Bond markets reopen for EM borrowers
Brazil and Turkey are rushing to tap international debt markets for the first time this year as rising oil prices and radical central bank stimulus plans create an opening for bonds from emerging markets.
The two countries have issued debt in the past fortnight after a prolonged market absence, helping to increase this year’s emerging market debt issuance from $15bn in late February to $25bn, according to Dealogic.
At the start of the year, emerging markets were gripped by a negative feedback loop as concerns about slowing growth left investors unwilling to lend and lack of lending reinforced concerns about growth.
By the end of January, bond issuance by low-income governments in “hard” currencies such as the dollar, euro or yen was half the level it had reached at the same point in 2015.

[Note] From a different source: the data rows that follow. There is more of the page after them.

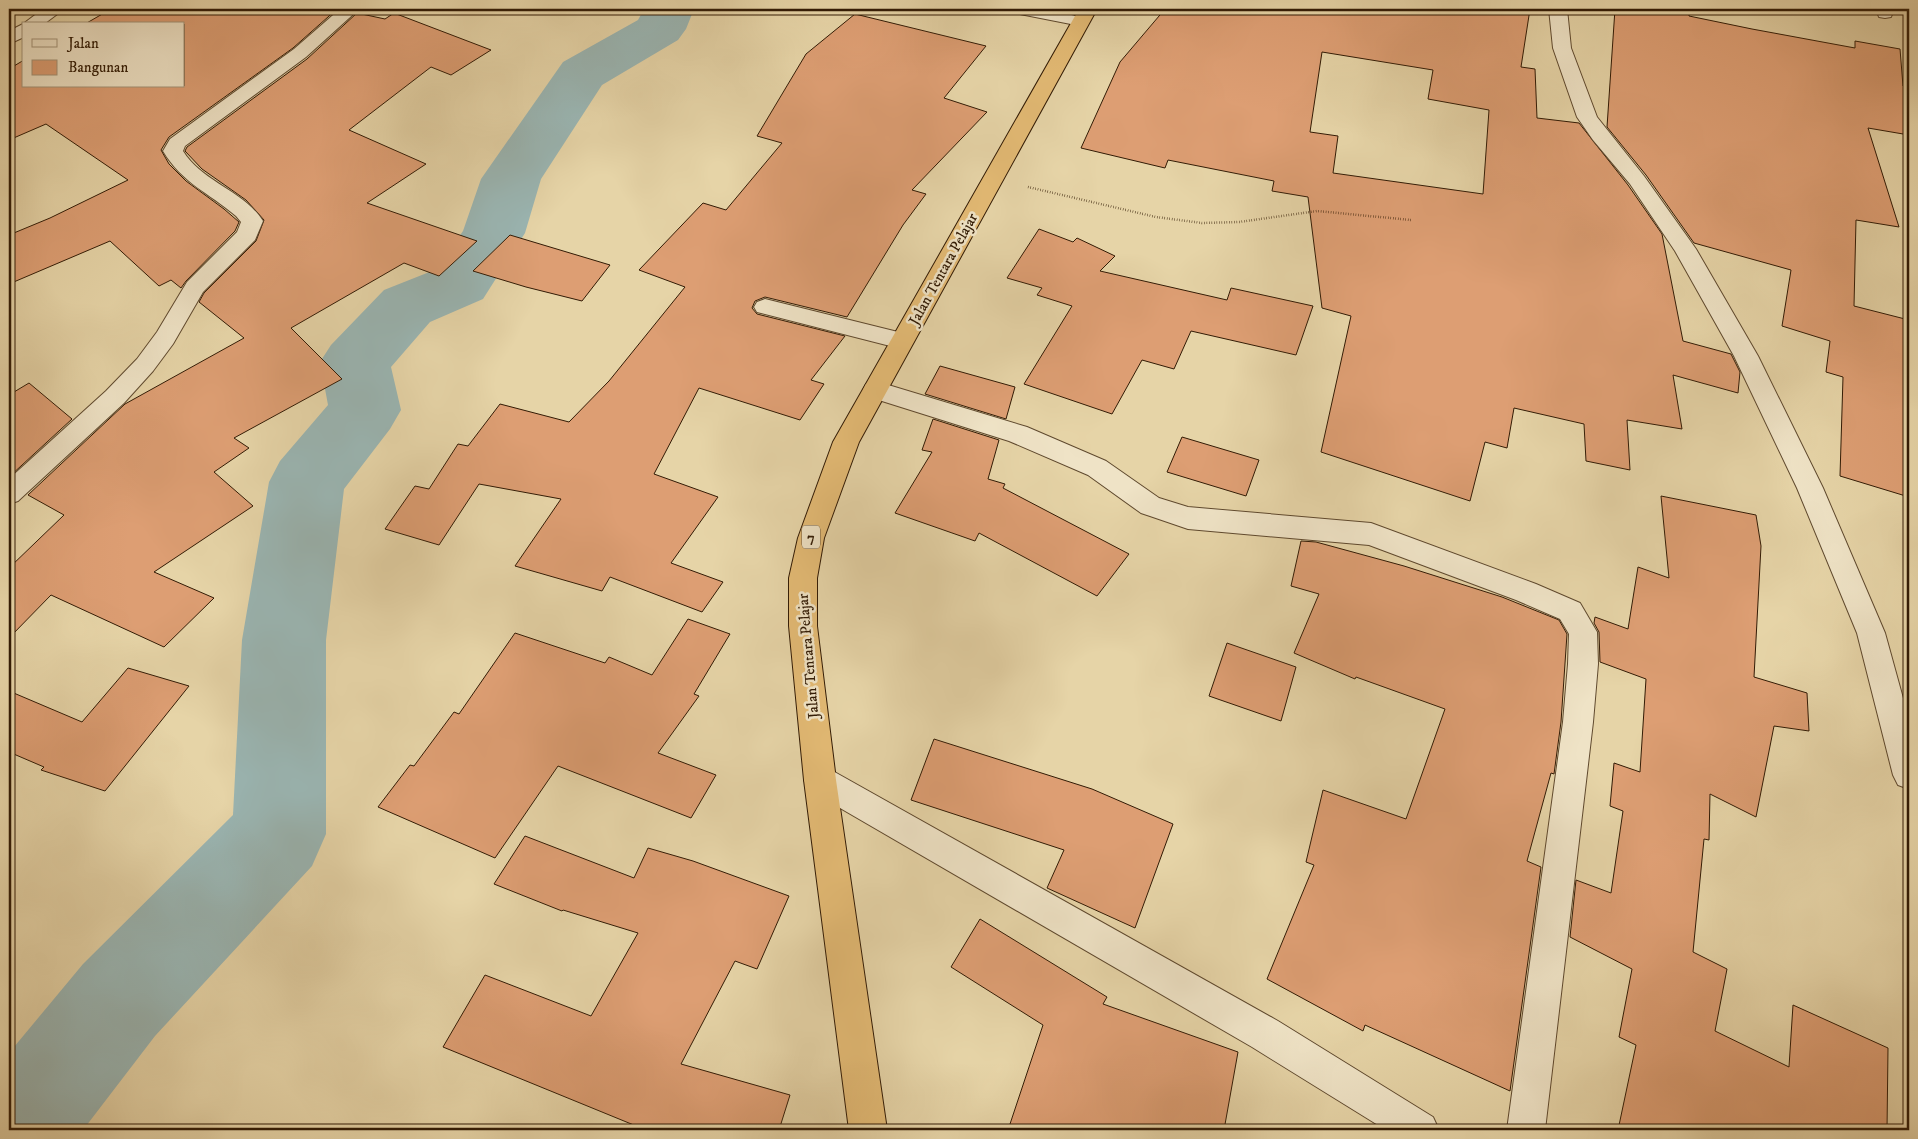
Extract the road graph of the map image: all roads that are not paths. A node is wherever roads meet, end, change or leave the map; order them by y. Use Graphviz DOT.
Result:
graph roads {
  1 [pos="55,9"];
  2 [pos="350,9"];
  3 [pos="1020,9"];
  4 [pos="1558,9"];
  5 [pos="1085,15"];
  6 [pos="35,22"];
  7 [pos="22,30"];
  8 [pos="9,39"];
  9 [pos="765,307"];
  10 [pos="902,341"];
  11 [pos="875,390"];
  12 [pos="9,494"];
  13 [pos="1909,775"];
  14 [pos="820,780"];
  15 [pos="868,1130"];
  16 [pos="1420,1130"];
  17 [pos="1526,1130"];
  1 -- 6 [label="street"];
  2 -- 12 [label="street"];
  3 -- 5 [label="lane"];
  4 -- 13 [label="street"];
  5 -- 10 [label="highway, Jalan Tentara Pelajar / 7"];
  7 -- 8 [label="street"];
  9 -- 10 [label="street"];
  10 -- 11 [label="highway, Jalan Tentara Pelajar / 7"];
  11 -- 14 [label="highway, Jalan Tentara Pelajar / 7"];
  11 -- 17 [label="street"];
  14 -- 15 [label="highway, Jalan Tentara Pelajar / 7"];
  14 -- 16 [label="street"];
}
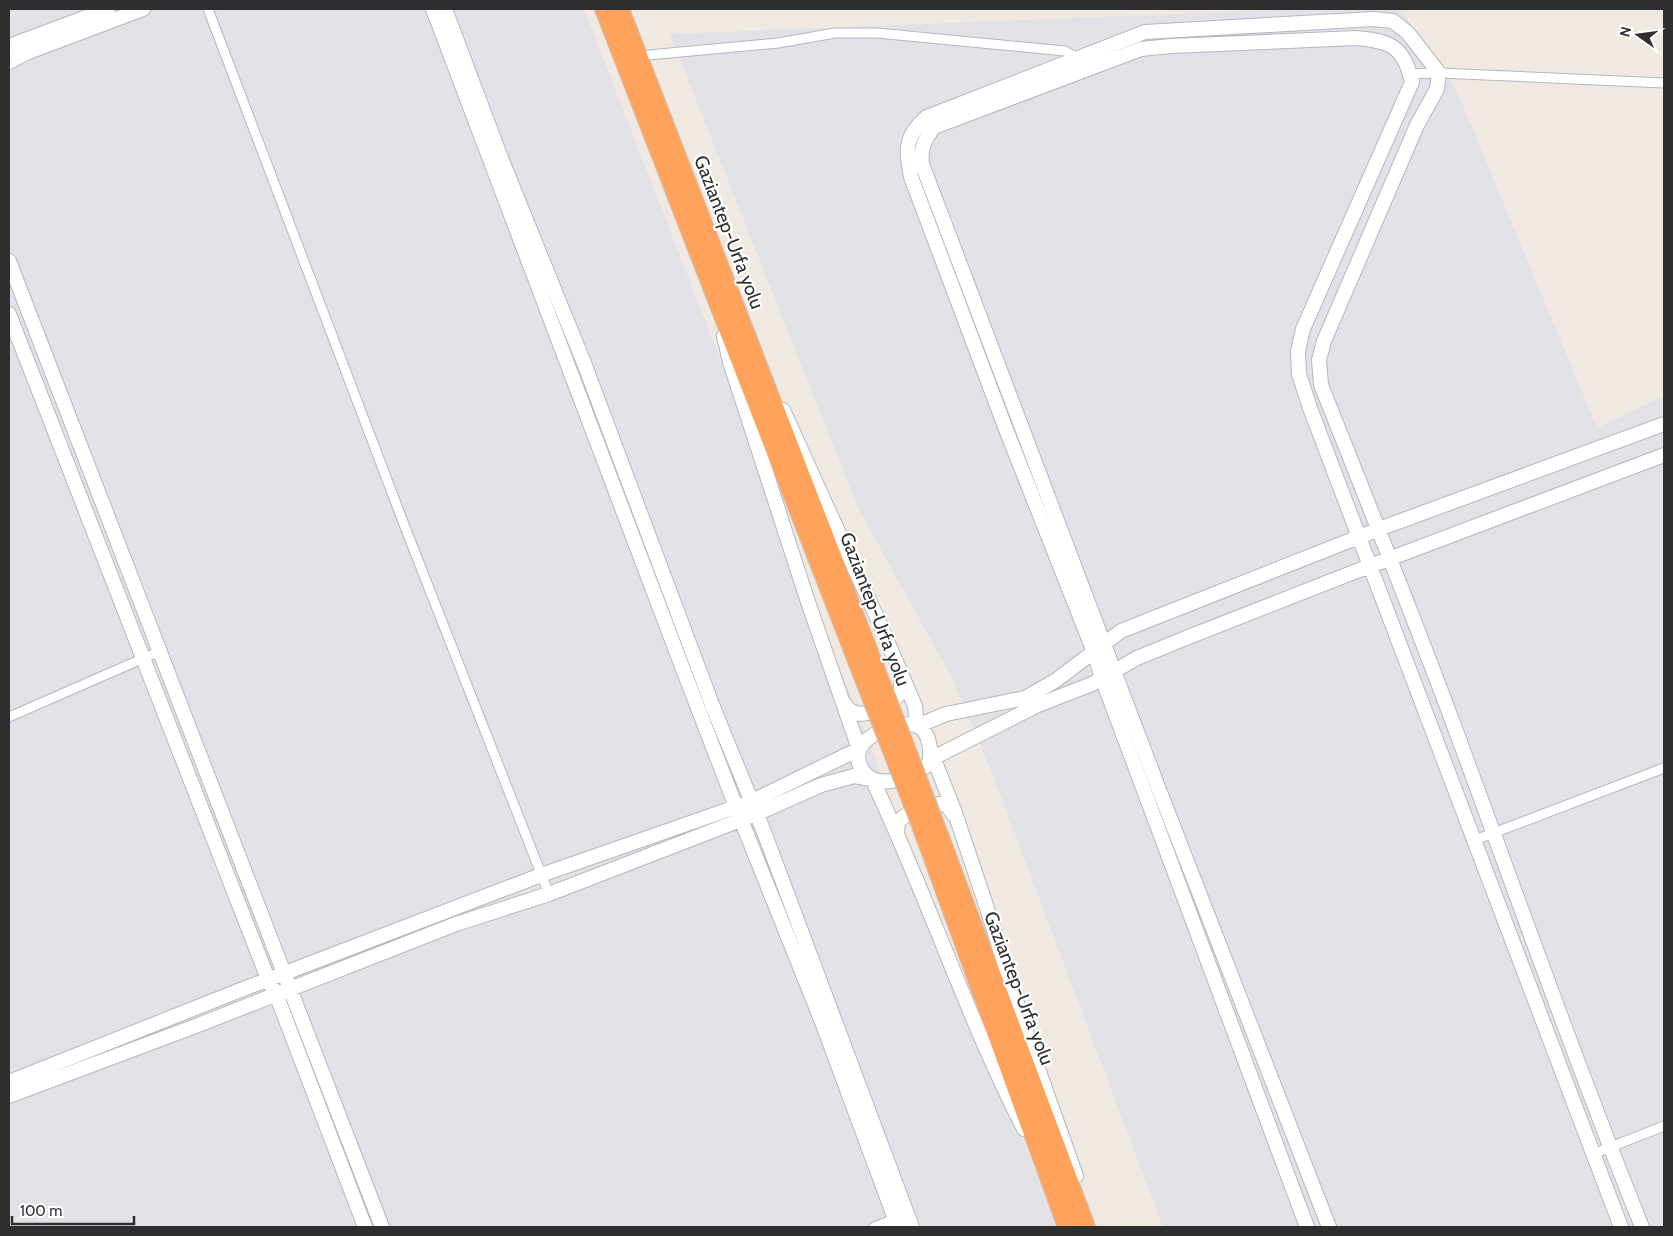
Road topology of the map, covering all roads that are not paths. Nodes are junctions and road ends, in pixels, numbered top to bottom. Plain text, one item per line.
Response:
1 (108, 9) edge
2 (143, 9) edge
3 (208, 9) edge
4 (433, 9) edge
5 (445, 9) edge
6 (604, 9) edge
7 (620, 9) edge
8 (9, 46) edge
9 (638, 56) junction
10 (1077, 58) junction
11 (9, 62) edge
12 (1439, 73) junction
13 (1410, 74) junction
14 (1664, 83) edge
15 (9, 261) edge
16 (713, 290) junction
17 (9, 314) edge
18 (757, 362) junction
19 (1664, 424) edge
20 (1664, 455) edge
21 (1379, 529) junction
22 (1359, 537) junction
23 (1390, 559) junction
24 (1370, 566) junction
25 (1099, 648) junction
26 (160, 652) junction
27 (143, 659) junction
28 (901, 674) junction
29 (1108, 675) junction
30 (876, 690) junction
31 (842, 701) junction
32 (9, 717) edge
33 (917, 726) junction
34 (859, 749) junction
35 (931, 759) junction
36 (1664, 768) edge
37 (872, 779) junction
38 (753, 808) junction
39 (739, 813) junction
40 (925, 818) junction
41 (958, 821) junction
42 (897, 834) junction
43 (1493, 834) junction
44 (1475, 840) junction
45 (540, 875) junction
46 (549, 894) junction
47 (283, 974) junction
48 (268, 980) junction
49 (289, 989) junction
50 (276, 994) junction
51 (9, 1082) edge
52 (9, 1096) edge
53 (1664, 1126) edge
54 (1610, 1146) junction
55 (1593, 1154) junction
56 (1049, 1176) junction
57 (903, 1222) edge
58 (365, 1227) edge
59 (382, 1227) edge
60 (874, 1227) edge
61 (1067, 1227) edge
62 (1086, 1227) edge
63 (1090, 1227) edge
64 (1307, 1227) edge
65 (1329, 1227) edge
66 (1622, 1227) edge
67 (1642, 1227) edge

1 - 8 street
2 - 11 street
3 - 45 street
4 - 39 street
5 - 38 street
6 - 16 highway, Gaziantep-Urfa yolu
7 - 9 highway, Gaziantep-Urfa yolu
9 - 10 street
9 - 18 highway, Gaziantep-Urfa yolu
10 - 12 street
10 - 25 street
12 - 13 street
12 - 14 street
12 - 21 street
13 - 22 street
13 - 25 street
15 - 26 street
16 - 30 highway, Gaziantep-Urfa yolu
16 - 31 street
17 - 27 street
18 - 28 street
18 - 30 highway, Gaziantep-Urfa yolu
19 - 21 street
20 - 23 street
21 - 22 street
21 - 23 street
22 - 24 street
22 - 25 street
23 - 24 street
23 - 43 street
24 - 29 street
24 - 44 street
25 - 29 street
25 - 33 street
26 - 27 street
26 - 47 street
27 - 32 street
27 - 48 street
28 - 31 street
28 - 33 street
29 - 35 street
29 - 64 street
29 - 65 street
30 - 40 highway, Gaziantep-Urfa yolu, bridge
31 - 34 street
33 - 34 street
33 - 35 street
34 - 37 street
34 - 38 street
35 - 37 street
35 - 41 street
36 - 43 street
37 - 38 street
37 - 42 street
38 - 39 street
38 - 57 street
39 - 45 street
39 - 46 street
39 - 57 street
40 - 56 highway, Gaziantep-Urfa yolu
40 - 62 highway, Gaziantep-Urfa yolu
41 - 42 street
41 - 63 street
42 - 56 street
43 - 44 street
43 - 54 street
44 - 55 street
45 - 46 street
45 - 47 street
46 - 49 street
47 - 48 street
47 - 49 street
48 - 50 street
48 - 51 street
49 - 50 street
49 - 59 street
50 - 52 street
50 - 58 street
53 - 54 street
54 - 55 street
54 - 67 street
55 - 66 street
56 - 61 highway, Gaziantep-Urfa yolu
57 - 60 street

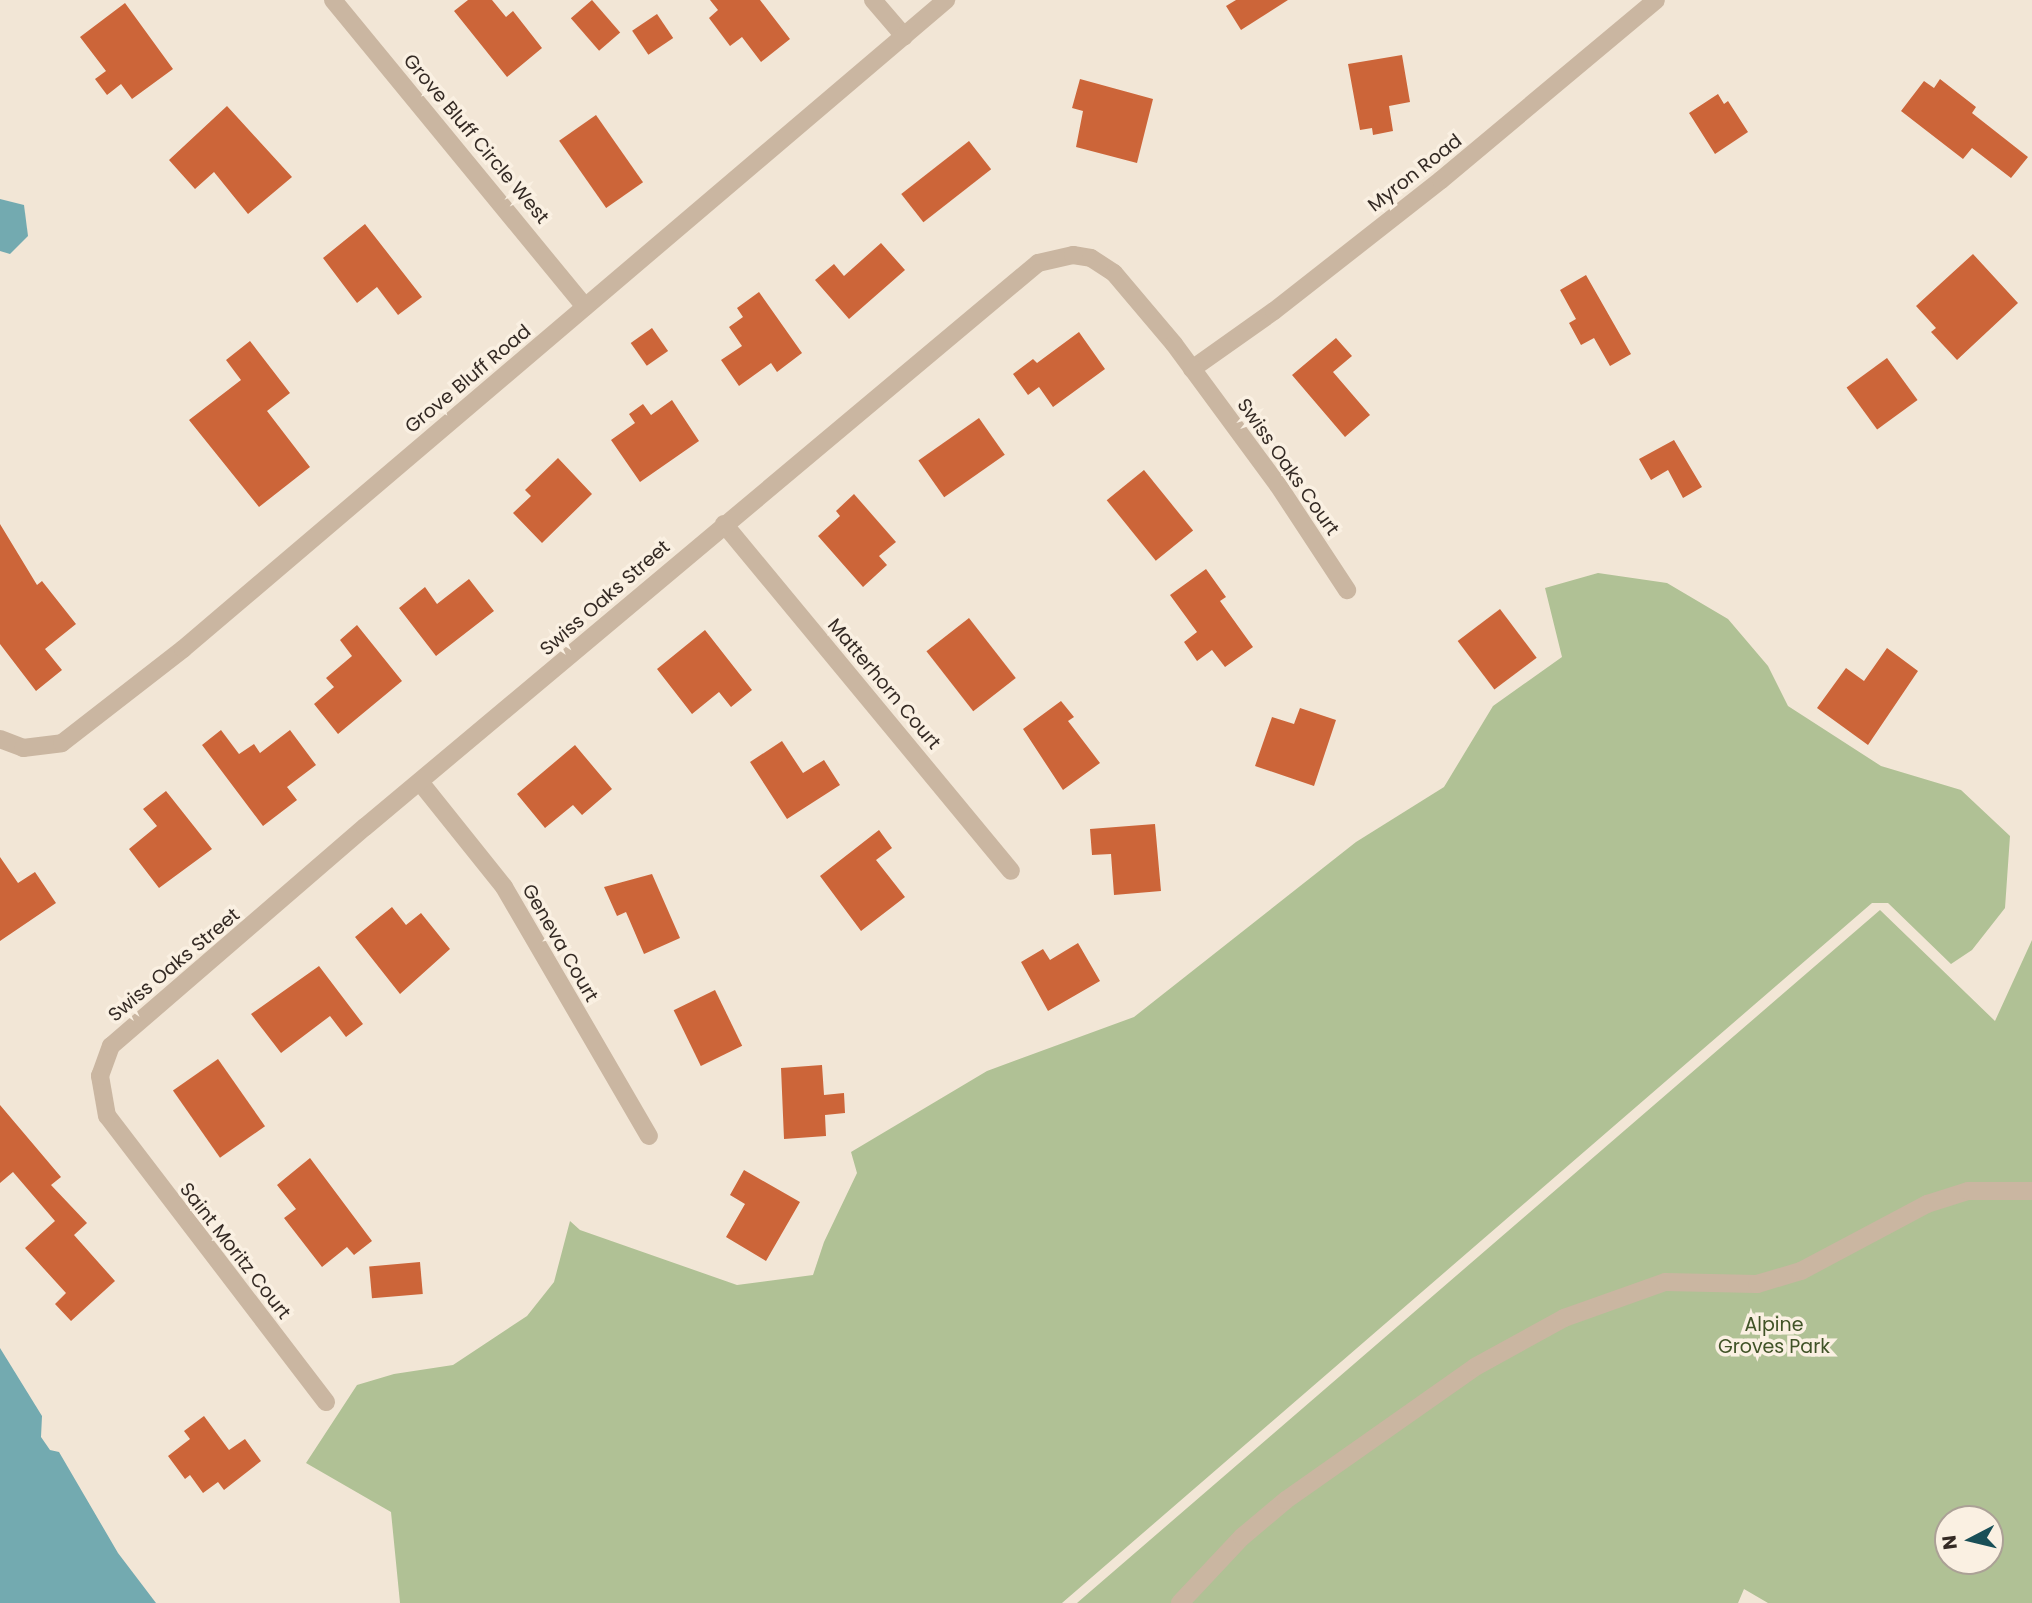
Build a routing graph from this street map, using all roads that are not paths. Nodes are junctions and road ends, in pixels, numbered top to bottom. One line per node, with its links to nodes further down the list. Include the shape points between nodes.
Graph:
1 (333, 0): 6 (street, Grove Bluff Circle West)
2 (873, 0): 5 (street)
3 (946, 0): 5 (street, Grove Bluff Road)
4 (1656, 0): 7 (street, Myron Road, via 1441,180)
5 (904, 36): 6 (street, Grove Bluff Road)
6 (585, 307): 10 (street, Grove Bluff Road, via 183,649 62,743 23,748)
7 (1192, 369): 8 (street, Swiss Oaks Street, via 1107,267 1091,258 1054,256 1038,263); 9 (street, Swiss Oaks Court, via 1279,485)
8 (724, 524): 11 (street, Swiss Oaks Street); 12 (street, Matterhorn Court)
9 (1347, 590)
10 (0, 739)
11 (420, 782): 13 (street, Swiss Oaks Street, via 254,926 124,1030 111,1046 100,1076 101,1097); 14 (street, Geneva Court, via 504,887)
12 (1011, 871)
13 (112, 1126): 16 (street, Saint Moritz Court)
14 (649, 1136)
15 (2032, 1191): 17 (street, via 1968,1191 1927,1204 1801,1270 1757,1284 1665,1282 1564,1318 1475,1367 1286,1500 1242,1536)
16 (326, 1402)
17 (1180, 1603)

The slowdown in growth led the World Bank to warn that emerging economy weakness could weigh on global growth as lower demand from emerging markets made 2015 the worst year for world trade since 2009.
However, the recent rebound in oil prices and action by central banks in Japan and Europe to further ease monetary policy has led to a resurgence in borrowing by emerging markets.
“This year is only 10 weeks old and we’ve been on a real rollercoaster already in emerging markets,” said Bhanu Baweja, credit strategist at UBS.
“Countries are taking this new opportunity to borrow because they have debts to be refinanced and investors are suddenly positive about credit.”
Saudi Arabia, Russia and Argentina are also planning a return to international capital markets this year and are in talks with banks to arrange meetings with bondholders. If Argentina goes ahead with plans to raise more than $15bn in new debt, credit analysts say 2016 could be a record year for emerging market sovereign debt issuance.
“Issuance was at multiyear lows for good reasons,” said Shahzad Hassan at Allianz Global Investors, which has €289bn of third-party assets under management. “Credit quality was deteriorating. But as oil prices rise it doesn’t take long for investors to go from bearish to bullish.”
Prices for oil have rallied by almost 50 per cent after falling to a low of $30 a barrel in January, supporting a rally in emerging markets stocks that has nearly wiped out losses so far this year.
Last week, the European Central Bank announced that it would cut a key interest rate and increase asset purchases, following Japan’s cut in a key interest rate below zero earlier this year, boosting demand for credit markets. Average emerging market borrowing costs in international currencies have fallen from a five-year high of 6.78 per cent in mid-January to 6.11 per cent.
Lending to emerging market economies via bonds has surged since 2009. But sovereign borrowers were forced to wean themselves off cheap global credit at the start of the year as demand for emerging market bonds evaporated in the face of a strengthening US dollar, market volatility and falling oil prices.
Potential borrowers including Bahrain were forced to rethink plans to issue dollar-denominated bonds as investors in hard currency emerging market bonds made net withdrawals every week in January and February, according to data from EPFR, the Boston-based fund monitor.